BEGIN

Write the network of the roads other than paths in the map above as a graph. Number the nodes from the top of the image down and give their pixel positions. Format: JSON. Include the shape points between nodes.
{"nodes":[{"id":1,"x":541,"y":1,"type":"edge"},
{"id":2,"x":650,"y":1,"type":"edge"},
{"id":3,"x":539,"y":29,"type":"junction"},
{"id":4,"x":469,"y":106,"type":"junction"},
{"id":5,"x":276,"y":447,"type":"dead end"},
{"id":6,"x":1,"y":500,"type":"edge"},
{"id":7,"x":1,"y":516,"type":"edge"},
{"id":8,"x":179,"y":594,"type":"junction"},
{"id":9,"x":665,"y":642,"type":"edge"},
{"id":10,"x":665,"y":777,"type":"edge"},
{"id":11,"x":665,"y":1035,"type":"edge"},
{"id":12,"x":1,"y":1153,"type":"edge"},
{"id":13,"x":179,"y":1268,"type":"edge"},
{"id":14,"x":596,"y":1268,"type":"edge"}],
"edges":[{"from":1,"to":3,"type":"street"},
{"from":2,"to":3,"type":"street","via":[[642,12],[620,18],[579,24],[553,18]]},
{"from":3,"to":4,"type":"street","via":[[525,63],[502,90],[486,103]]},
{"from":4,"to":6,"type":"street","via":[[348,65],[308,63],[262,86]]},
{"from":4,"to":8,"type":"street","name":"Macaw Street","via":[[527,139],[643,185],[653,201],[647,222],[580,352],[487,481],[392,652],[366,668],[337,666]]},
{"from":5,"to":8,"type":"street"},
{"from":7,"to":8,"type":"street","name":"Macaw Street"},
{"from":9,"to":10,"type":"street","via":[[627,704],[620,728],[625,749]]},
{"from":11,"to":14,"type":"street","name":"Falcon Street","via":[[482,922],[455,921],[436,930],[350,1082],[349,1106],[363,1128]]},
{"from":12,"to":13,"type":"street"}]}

END

Restate all of the entries exactly, please.

Write the network of the roads other than paths in the map above as a graph. Number the nodes from the top of the image down and give their pixel positions. Format: JSON. Include the shape points between nodes.
{"nodes":[{"id":1,"x":541,"y":1,"type":"edge"},
{"id":2,"x":650,"y":1,"type":"edge"},
{"id":3,"x":539,"y":29,"type":"junction"},
{"id":4,"x":469,"y":106,"type":"junction"},
{"id":5,"x":276,"y":447,"type":"dead end"},
{"id":6,"x":1,"y":500,"type":"edge"},
{"id":7,"x":1,"y":516,"type":"edge"},
{"id":8,"x":179,"y":594,"type":"junction"},
{"id":9,"x":665,"y":642,"type":"edge"},
{"id":10,"x":665,"y":777,"type":"edge"},
{"id":11,"x":665,"y":1035,"type":"edge"},
{"id":12,"x":1,"y":1153,"type":"edge"},
{"id":13,"x":179,"y":1268,"type":"edge"},
{"id":14,"x":596,"y":1268,"type":"edge"}],
"edges":[{"from":1,"to":3,"type":"street"},
{"from":2,"to":3,"type":"street","via":[[642,12],[620,18],[579,24],[553,18]]},
{"from":3,"to":4,"type":"street","via":[[525,63],[502,90],[486,103]]},
{"from":4,"to":6,"type":"street","via":[[348,65],[308,63],[262,86]]},
{"from":4,"to":8,"type":"street","name":"Macaw Street","via":[[527,139],[643,185],[653,201],[647,222],[580,352],[487,481],[392,652],[366,668],[337,666]]},
{"from":5,"to":8,"type":"street"},
{"from":7,"to":8,"type":"street","name":"Macaw Street"},
{"from":9,"to":10,"type":"street","via":[[627,704],[620,728],[625,749]]},
{"from":11,"to":14,"type":"street","name":"Falcon Street","via":[[482,922],[455,921],[436,930],[350,1082],[349,1106],[363,1128]]},
{"from":12,"to":13,"type":"street"}]}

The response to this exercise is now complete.